Assigned task: The answer must be the full data, restated word for word, with no pictures in it.

____ Task input

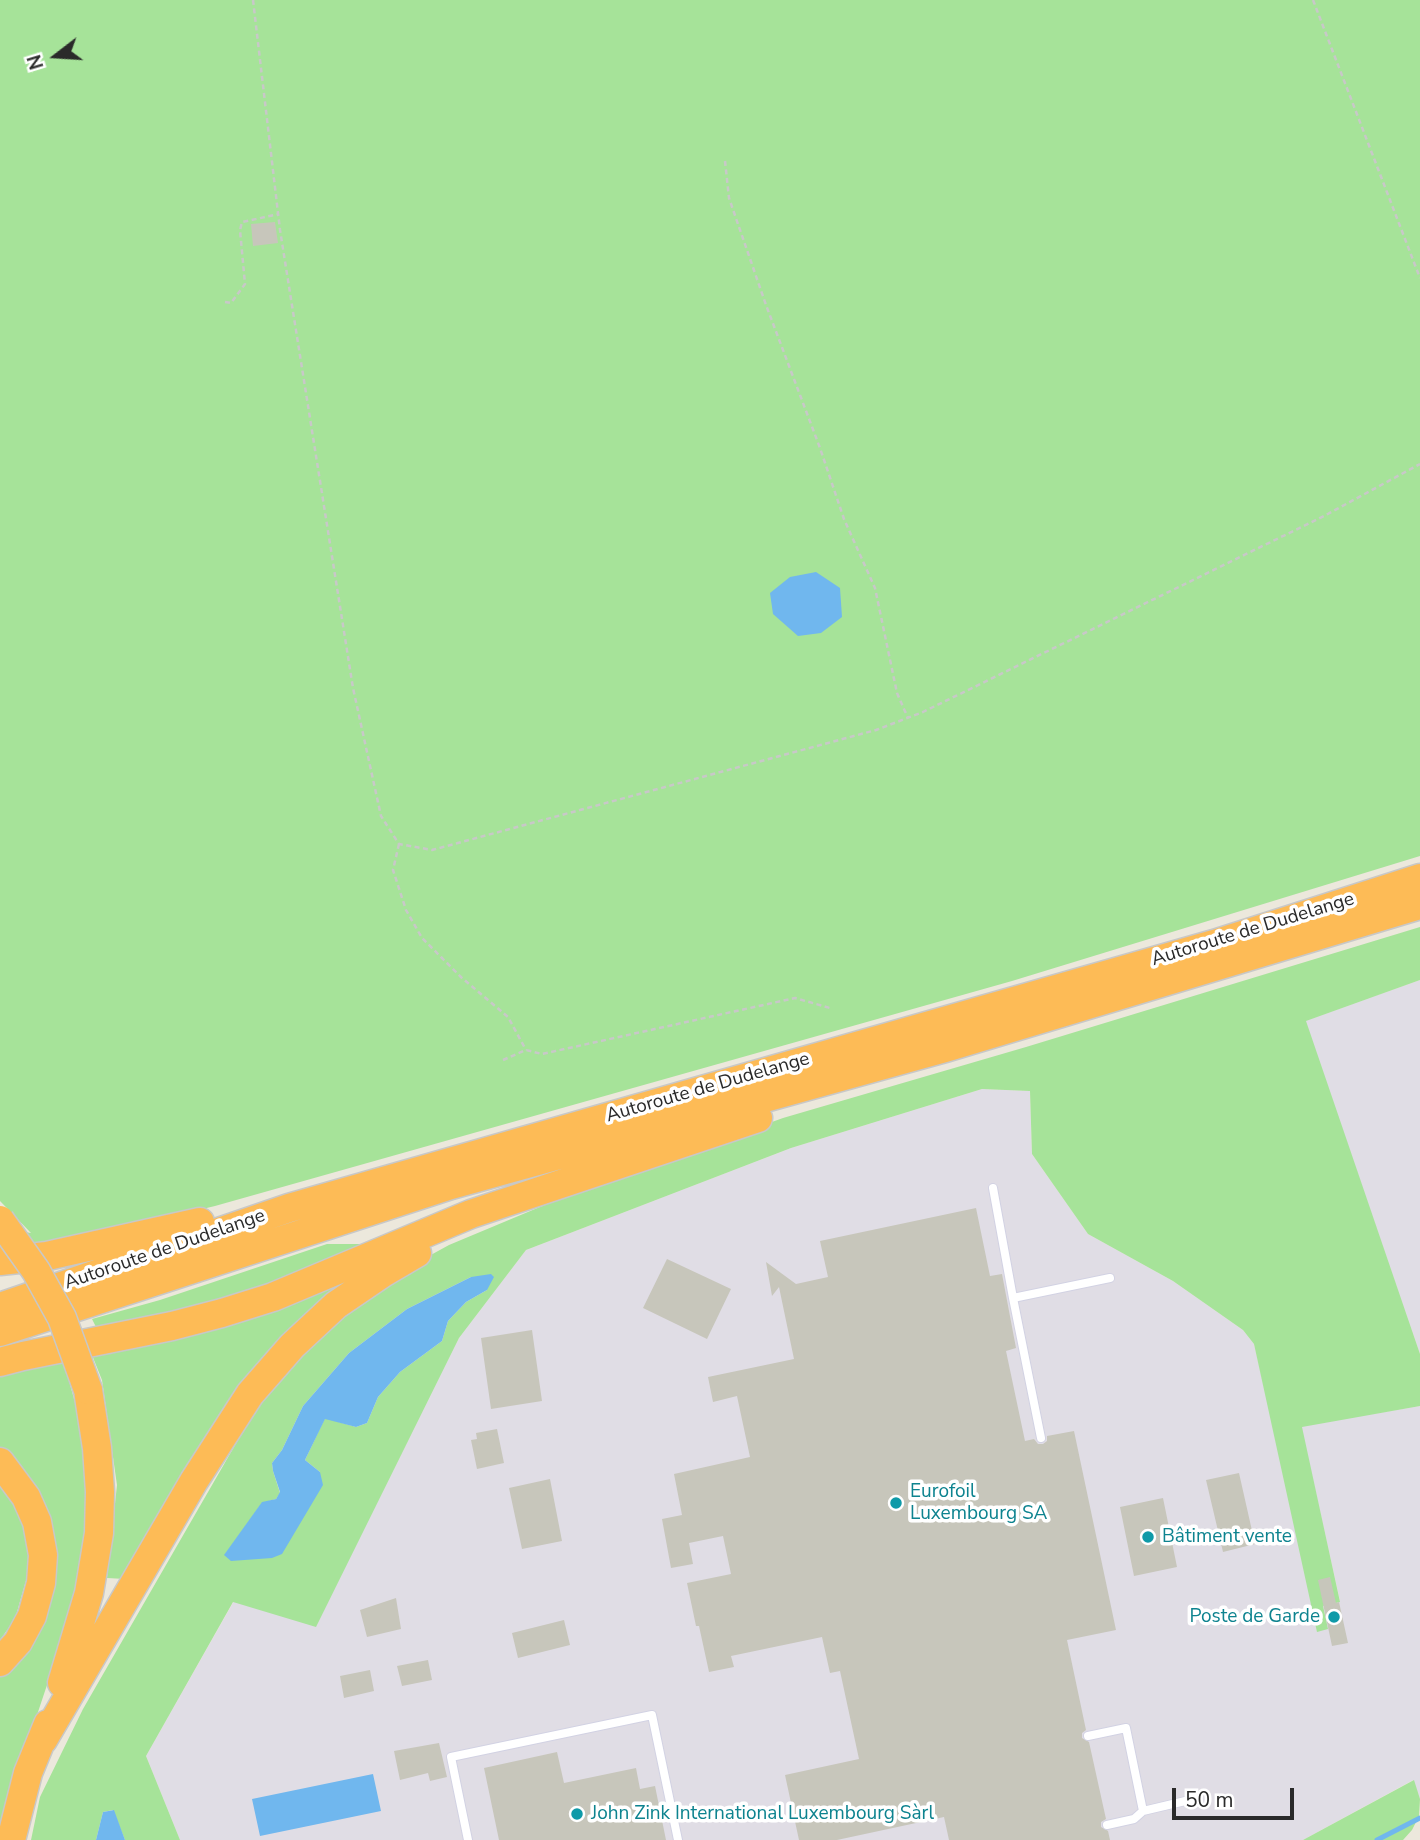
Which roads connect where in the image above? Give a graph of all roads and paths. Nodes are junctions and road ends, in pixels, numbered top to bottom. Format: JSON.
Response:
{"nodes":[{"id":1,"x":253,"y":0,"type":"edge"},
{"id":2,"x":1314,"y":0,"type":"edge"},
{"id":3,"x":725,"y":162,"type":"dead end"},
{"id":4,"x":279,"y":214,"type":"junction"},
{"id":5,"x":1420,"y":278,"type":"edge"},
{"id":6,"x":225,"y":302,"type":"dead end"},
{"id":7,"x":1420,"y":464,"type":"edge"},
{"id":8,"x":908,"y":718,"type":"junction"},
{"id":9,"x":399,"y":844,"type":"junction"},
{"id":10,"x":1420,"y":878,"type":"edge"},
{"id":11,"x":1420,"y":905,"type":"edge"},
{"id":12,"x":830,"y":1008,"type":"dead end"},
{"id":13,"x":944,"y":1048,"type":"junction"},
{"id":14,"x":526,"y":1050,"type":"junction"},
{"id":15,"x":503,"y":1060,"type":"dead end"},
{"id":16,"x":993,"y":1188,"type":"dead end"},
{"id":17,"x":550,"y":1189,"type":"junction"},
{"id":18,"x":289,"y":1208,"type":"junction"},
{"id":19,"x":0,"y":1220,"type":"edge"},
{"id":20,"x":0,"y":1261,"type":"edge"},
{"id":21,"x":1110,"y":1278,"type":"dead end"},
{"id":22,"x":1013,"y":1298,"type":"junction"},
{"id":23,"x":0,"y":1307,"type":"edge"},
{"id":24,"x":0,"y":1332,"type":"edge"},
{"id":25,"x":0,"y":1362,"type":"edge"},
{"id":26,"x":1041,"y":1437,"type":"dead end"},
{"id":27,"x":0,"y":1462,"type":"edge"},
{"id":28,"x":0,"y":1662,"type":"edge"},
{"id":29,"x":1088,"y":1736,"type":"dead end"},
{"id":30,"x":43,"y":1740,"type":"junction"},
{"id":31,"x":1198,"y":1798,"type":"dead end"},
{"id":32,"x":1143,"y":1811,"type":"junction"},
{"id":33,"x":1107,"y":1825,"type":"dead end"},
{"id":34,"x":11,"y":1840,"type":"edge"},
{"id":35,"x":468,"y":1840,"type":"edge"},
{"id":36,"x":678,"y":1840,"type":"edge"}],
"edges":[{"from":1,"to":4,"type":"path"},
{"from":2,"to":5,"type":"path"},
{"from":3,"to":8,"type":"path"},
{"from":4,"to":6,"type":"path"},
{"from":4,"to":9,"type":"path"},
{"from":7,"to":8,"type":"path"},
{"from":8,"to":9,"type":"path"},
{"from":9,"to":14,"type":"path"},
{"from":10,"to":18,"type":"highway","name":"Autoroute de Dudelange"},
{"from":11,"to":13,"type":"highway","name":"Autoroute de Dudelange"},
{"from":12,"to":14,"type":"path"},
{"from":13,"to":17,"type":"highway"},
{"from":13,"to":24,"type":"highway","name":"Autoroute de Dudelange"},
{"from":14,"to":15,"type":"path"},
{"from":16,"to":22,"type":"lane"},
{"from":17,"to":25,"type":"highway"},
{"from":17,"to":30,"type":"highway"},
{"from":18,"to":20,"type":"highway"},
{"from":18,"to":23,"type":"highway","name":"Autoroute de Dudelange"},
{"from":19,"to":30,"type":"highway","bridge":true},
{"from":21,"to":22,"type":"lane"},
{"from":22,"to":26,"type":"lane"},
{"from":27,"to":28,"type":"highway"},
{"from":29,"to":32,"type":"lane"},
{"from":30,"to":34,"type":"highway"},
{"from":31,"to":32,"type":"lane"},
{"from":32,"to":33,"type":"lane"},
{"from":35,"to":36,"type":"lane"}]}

________

Output of the task:
Which roads connect where in the image above? Give a graph of all roads and paths. Nodes are junctions and road ends, in pixels, numbered top to bottom. Format: JSON.
Response:
{"nodes":[{"id":1,"x":253,"y":0,"type":"edge"},
{"id":2,"x":1314,"y":0,"type":"edge"},
{"id":3,"x":725,"y":162,"type":"dead end"},
{"id":4,"x":279,"y":214,"type":"junction"},
{"id":5,"x":1420,"y":278,"type":"edge"},
{"id":6,"x":225,"y":302,"type":"dead end"},
{"id":7,"x":1420,"y":464,"type":"edge"},
{"id":8,"x":908,"y":718,"type":"junction"},
{"id":9,"x":399,"y":844,"type":"junction"},
{"id":10,"x":1420,"y":878,"type":"edge"},
{"id":11,"x":1420,"y":905,"type":"edge"},
{"id":12,"x":830,"y":1008,"type":"dead end"},
{"id":13,"x":944,"y":1048,"type":"junction"},
{"id":14,"x":526,"y":1050,"type":"junction"},
{"id":15,"x":503,"y":1060,"type":"dead end"},
{"id":16,"x":993,"y":1188,"type":"dead end"},
{"id":17,"x":550,"y":1189,"type":"junction"},
{"id":18,"x":289,"y":1208,"type":"junction"},
{"id":19,"x":0,"y":1220,"type":"edge"},
{"id":20,"x":0,"y":1261,"type":"edge"},
{"id":21,"x":1110,"y":1278,"type":"dead end"},
{"id":22,"x":1013,"y":1298,"type":"junction"},
{"id":23,"x":0,"y":1307,"type":"edge"},
{"id":24,"x":0,"y":1332,"type":"edge"},
{"id":25,"x":0,"y":1362,"type":"edge"},
{"id":26,"x":1041,"y":1437,"type":"dead end"},
{"id":27,"x":0,"y":1462,"type":"edge"},
{"id":28,"x":0,"y":1662,"type":"edge"},
{"id":29,"x":1088,"y":1736,"type":"dead end"},
{"id":30,"x":43,"y":1740,"type":"junction"},
{"id":31,"x":1198,"y":1798,"type":"dead end"},
{"id":32,"x":1143,"y":1811,"type":"junction"},
{"id":33,"x":1107,"y":1825,"type":"dead end"},
{"id":34,"x":11,"y":1840,"type":"edge"},
{"id":35,"x":468,"y":1840,"type":"edge"},
{"id":36,"x":678,"y":1840,"type":"edge"}],
"edges":[{"from":1,"to":4,"type":"path"},
{"from":2,"to":5,"type":"path"},
{"from":3,"to":8,"type":"path"},
{"from":4,"to":6,"type":"path"},
{"from":4,"to":9,"type":"path"},
{"from":7,"to":8,"type":"path"},
{"from":8,"to":9,"type":"path"},
{"from":9,"to":14,"type":"path"},
{"from":10,"to":18,"type":"highway","name":"Autoroute de Dudelange"},
{"from":11,"to":13,"type":"highway","name":"Autoroute de Dudelange"},
{"from":12,"to":14,"type":"path"},
{"from":13,"to":17,"type":"highway"},
{"from":13,"to":24,"type":"highway","name":"Autoroute de Dudelange"},
{"from":14,"to":15,"type":"path"},
{"from":16,"to":22,"type":"lane"},
{"from":17,"to":25,"type":"highway"},
{"from":17,"to":30,"type":"highway"},
{"from":18,"to":20,"type":"highway"},
{"from":18,"to":23,"type":"highway","name":"Autoroute de Dudelange"},
{"from":19,"to":30,"type":"highway","bridge":true},
{"from":21,"to":22,"type":"lane"},
{"from":22,"to":26,"type":"lane"},
{"from":27,"to":28,"type":"highway"},
{"from":29,"to":32,"type":"lane"},
{"from":30,"to":34,"type":"highway"},
{"from":31,"to":32,"type":"lane"},
{"from":32,"to":33,"type":"lane"},
{"from":35,"to":36,"type":"lane"}]}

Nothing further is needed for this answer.